Romanticism is a cultural movement that spread throughout Europe in the first half of the eighteenth century. It had a direct impact on painting, literature and music. Romanticism added fascination for the sublime to classical representations of beauty as harmony and balance. It was entranced by deep emotion, ecstasy, rapture in nature’s darker side, and even horror itself.
Romanticism traces its roots to the German literary magazine Athenäum, founded in Berlin in 1798 by brothers August and Friedrich Schlegel. Romantics rejected the idea that Reason was the only guide for human emotions. They gave relevance to sentiment, a desire for freedom, and the tension regarding the unknown that resides in the human spirit.

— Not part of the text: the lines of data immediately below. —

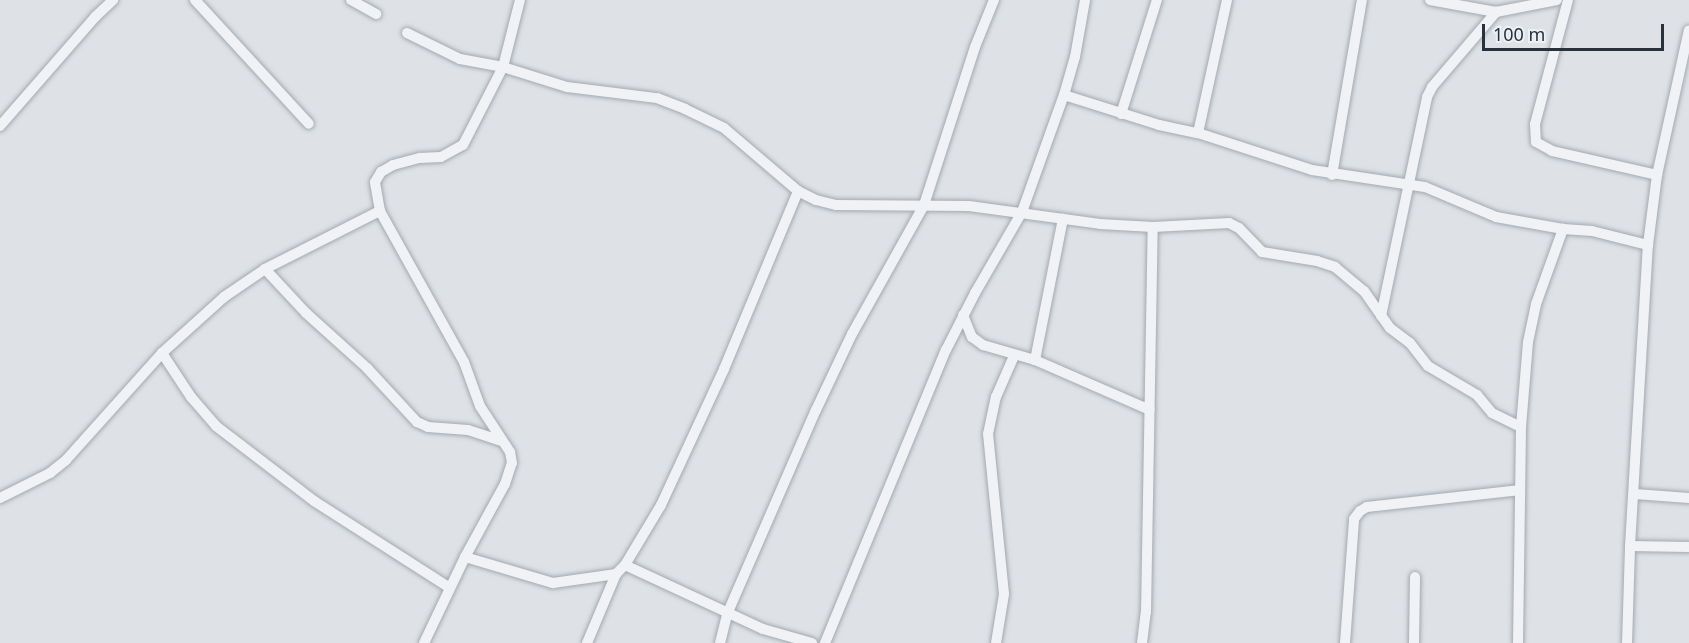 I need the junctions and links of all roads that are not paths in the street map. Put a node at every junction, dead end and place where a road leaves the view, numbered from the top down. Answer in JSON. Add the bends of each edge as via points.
{"nodes":[{"id":1,"x":113,"y":0,"type":"edge"},
{"id":2,"x":195,"y":0,"type":"edge"},
{"id":3,"x":351,"y":0,"type":"edge"},
{"id":4,"x":520,"y":0,"type":"edge"},
{"id":5,"x":994,"y":0,"type":"edge"},
{"id":6,"x":1085,"y":0,"type":"edge"},
{"id":7,"x":1157,"y":0,"type":"edge"},
{"id":8,"x":1227,"y":0,"type":"edge"},
{"id":9,"x":1362,"y":0,"type":"edge"},
{"id":10,"x":1430,"y":0,"type":"edge"},
{"id":11,"x":1557,"y":0,"type":"edge"},
{"id":12,"x":1568,"y":0,"type":"edge"},
{"id":13,"x":1535,"y":3,"type":"edge"},
{"id":14,"x":1496,"y":12,"type":"junction"},
{"id":15,"x":376,"y":14,"type":"dead end"},
{"id":16,"x":1689,"y":30,"type":"edge"},
{"id":17,"x":406,"y":33,"type":"dead end"},
{"id":18,"x":1685,"y":55,"type":"edge"},
{"id":19,"x":503,"y":67,"type":"junction"},
{"id":20,"x":1064,"y":95,"type":"junction"},
{"id":21,"x":1121,"y":114,"type":"junction"},
{"id":22,"x":309,"y":124,"type":"dead end"},
{"id":23,"x":0,"y":126,"type":"edge"},
{"id":24,"x":1198,"y":133,"type":"junction"},
{"id":25,"x":1332,"y":175,"type":"junction"},
{"id":26,"x":1657,"y":175,"type":"junction"},
{"id":27,"x":1407,"y":184,"type":"junction"},
{"id":28,"x":798,"y":190,"type":"junction"},
{"id":29,"x":924,"y":205,"type":"junction"},
{"id":30,"x":380,"y":212,"type":"junction"},
{"id":31,"x":1022,"y":212,"type":"junction"},
{"id":32,"x":1064,"y":219,"type":"junction"},
{"id":33,"x":1154,"y":227,"type":"junction"},
{"id":34,"x":1563,"y":230,"type":"junction"},
{"id":35,"x":1648,"y":245,"type":"junction"},
{"id":36,"x":265,"y":269,"type":"junction"},
{"id":37,"x":963,"y":315,"type":"junction"},
{"id":38,"x":1382,"y":316,"type":"junction"},
{"id":39,"x":162,"y":353,"type":"junction"},
{"id":40,"x":1014,"y":356,"type":"junction"},
{"id":41,"x":1035,"y":360,"type":"junction"},
{"id":42,"x":1150,"y":410,"type":"junction"},
{"id":43,"x":1521,"y":427,"type":"junction"},
{"id":44,"x":502,"y":441,"type":"junction"},
{"id":45,"x":1520,"y":490,"type":"junction"},
{"id":46,"x":1635,"y":494,"type":"junction"},
{"id":47,"x":0,"y":498,"type":"edge"},
{"id":48,"x":1689,"y":498,"type":"edge"},
{"id":49,"x":1630,"y":546,"type":"junction"},
{"id":50,"x":1689,"y":547,"type":"edge"},
{"id":51,"x":465,"y":557,"type":"junction"},
{"id":52,"x":625,"y":565,"type":"junction"},
{"id":53,"x":616,"y":574,"type":"junction"},
{"id":54,"x":1415,"y":577,"type":"dead end"},
{"id":55,"x":450,"y":588,"type":"junction"},
{"id":56,"x":728,"y":612,"type":"junction"},
{"id":57,"x":424,"y":643,"type":"edge"},
{"id":58,"x":586,"y":643,"type":"edge"},
{"id":59,"x":720,"y":643,"type":"edge"},
{"id":60,"x":812,"y":643,"type":"edge"},
{"id":61,"x":825,"y":643,"type":"edge"},
{"id":62,"x":996,"y":643,"type":"edge"},
{"id":63,"x":1142,"y":643,"type":"edge"},
{"id":64,"x":1345,"y":643,"type":"edge"},
{"id":65,"x":1414,"y":643,"type":"edge"},
{"id":66,"x":1518,"y":643,"type":"edge"},
{"id":67,"x":1627,"y":643,"type":"edge"}],
"edges":[{"from":1,"to":23,"type":"street"},
{"from":2,"to":22,"type":"street"},
{"from":3,"to":15,"type":"street"},
{"from":4,"to":19,"type":"street"},
{"from":5,"to":29,"type":"street"},
{"from":6,"to":20,"type":"street"},
{"from":7,"to":21,"type":"street"},
{"from":8,"to":24,"type":"street"},
{"from":9,"to":25,"type":"street"},
{"from":10,"to":14,"type":"street"},
{"from":11,"to":13,"type":"street"},
{"from":12,"to":26,"type":"street","via":[[1535,124],[1536,142],[1552,151]]},
{"from":13,"to":14,"type":"street"},
{"from":14,"to":27,"type":"street","via":[[1431,87],[1423,106]]},
{"from":16,"to":18,"type":"street"},
{"from":17,"to":19,"type":"street","via":[[449,55]]},
{"from":18,"to":26,"type":"street"},
{"from":19,"to":28,"type":"street","via":[[567,87],[657,98],[685,109],[724,128]]},
{"from":19,"to":30,"type":"street","via":[[463,145],[441,157],[405,162],[381,172],[375,182]]},
{"from":20,"to":21,"type":"street"},
{"from":20,"to":31,"type":"street"},
{"from":21,"to":24,"type":"street"},
{"from":24,"to":25,"type":"street"},
{"from":25,"to":27,"type":"street"},
{"from":26,"to":35,"type":"street"},
{"from":27,"to":34,"type":"street","via":[[1440,192],[1496,217]]},
{"from":27,"to":38,"type":"street"},
{"from":28,"to":29,"type":"street","via":[[836,205]]},
{"from":28,"to":52,"type":"street","via":[[752,305],[671,484]]},
{"from":29,"to":31,"type":"street"},
{"from":29,"to":56,"type":"street","via":[[852,334]]},
{"from":30,"to":36,"type":"street"},
{"from":30,"to":44,"type":"street","via":[[464,362],[485,417]]},
{"from":31,"to":32,"type":"street"},
{"from":31,"to":37,"type":"street"},
{"from":32,"to":33,"type":"street"},
{"from":32,"to":41,"type":"street"},
{"from":33,"to":38,"type":"street","via":[[1229,223],[1262,252],[1335,267],[1364,291]]},
{"from":33,"to":42,"type":"street"},
{"from":34,"to":35,"type":"street","via":[[1593,231]]},
{"from":34,"to":43,"type":"street","via":[[1536,304],[1528,342]]},
{"from":35,"to":46,"type":"street"},
{"from":36,"to":39,"type":"street","via":[[224,297]]},
{"from":36,"to":44,"type":"street","via":[[417,422],[428,427],[468,430]]},
{"from":37,"to":40,"type":"street","via":[[976,341]]},
{"from":37,"to":61,"type":"street"},
{"from":38,"to":43,"type":"street","via":[[1428,366],[1477,395],[1492,413]]},
{"from":39,"to":47,"type":"street","via":[[66,460],[50,473]]},
{"from":39,"to":55,"type":"street","via":[[190,397],[216,426],[314,501]]},
{"from":40,"to":41,"type":"street"},
{"from":40,"to":62,"type":"street","via":[[996,397],[987,449],[1004,594]]},
{"from":41,"to":42,"type":"street"},
{"from":42,"to":63,"type":"street"},
{"from":43,"to":45,"type":"street"},
{"from":44,"to":51,"type":"street","via":[[510,452],[510,473]]},
{"from":45,"to":64,"type":"street","via":[[1367,507],[1360,511],[1354,519]]},
{"from":45,"to":66,"type":"street"},
{"from":46,"to":48,"type":"street"},
{"from":46,"to":49,"type":"street"},
{"from":49,"to":50,"type":"street"},
{"from":49,"to":67,"type":"street"},
{"from":51,"to":53,"type":"street","via":[[553,583]]},
{"from":51,"to":55,"type":"street"},
{"from":52,"to":53,"type":"street"},
{"from":52,"to":56,"type":"street"},
{"from":53,"to":58,"type":"street"},
{"from":54,"to":65,"type":"street"},
{"from":55,"to":57,"type":"street"},
{"from":56,"to":59,"type":"street"},
{"from":56,"to":60,"type":"street","via":[[763,629]]}]}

The artist was the incarnation of a romantic man because he was subjected to powerful passions and, because of his creative genius, came into contact with the infinite. The romantic was an individual who sought personal freedom though art and life, rebelling against artistic and social conformism. The romantic spirit refused to distinguish between art and life. The English poet Lord Byron was a symbol of this movement: In love with Greek culture, he died in 1824 while fighting for Greece’s independence from Ottoman Empire rule. Key figures in romantic painting were Englishmen John Constable and William Turner, who painted landscapes of vibrant emotional intensity. Among the most well-known writers was German Johann Wolfgang von Goethe. The protagonist of the “The Sorrows of Young Werther” epitomized the movement’s sensibility by dying from the romantic passions afflicting him. In music, German Robert Schumann best represented Romantic ideals, but Ludwig Von Beethoven also became involved, particularly in his symphonies.

Romanticism had different characteristics in different European countries. For example in Italy, then divided and dominated by foreign powers, it took a patriotic twist, like in Giuseppe Verdi’s opera Nabucco. In more general terms, the Romantics were dismayed at the consequences of the French Revolution which, while championing egalitarianism, also generated wars throughout the continent. It was in art that the movement left its most enduring impact, putting individual creativity ahead of the rules of tradition. Romantic masterpieces include Francesco Hayez’s “The Kiss,” Eugene Delacroix’s “Liberty Leading the People,” and William Turner’s “Rain, Steam and Speed.” In literature, key Romantic texts include Novalis’s and Stendhal’s.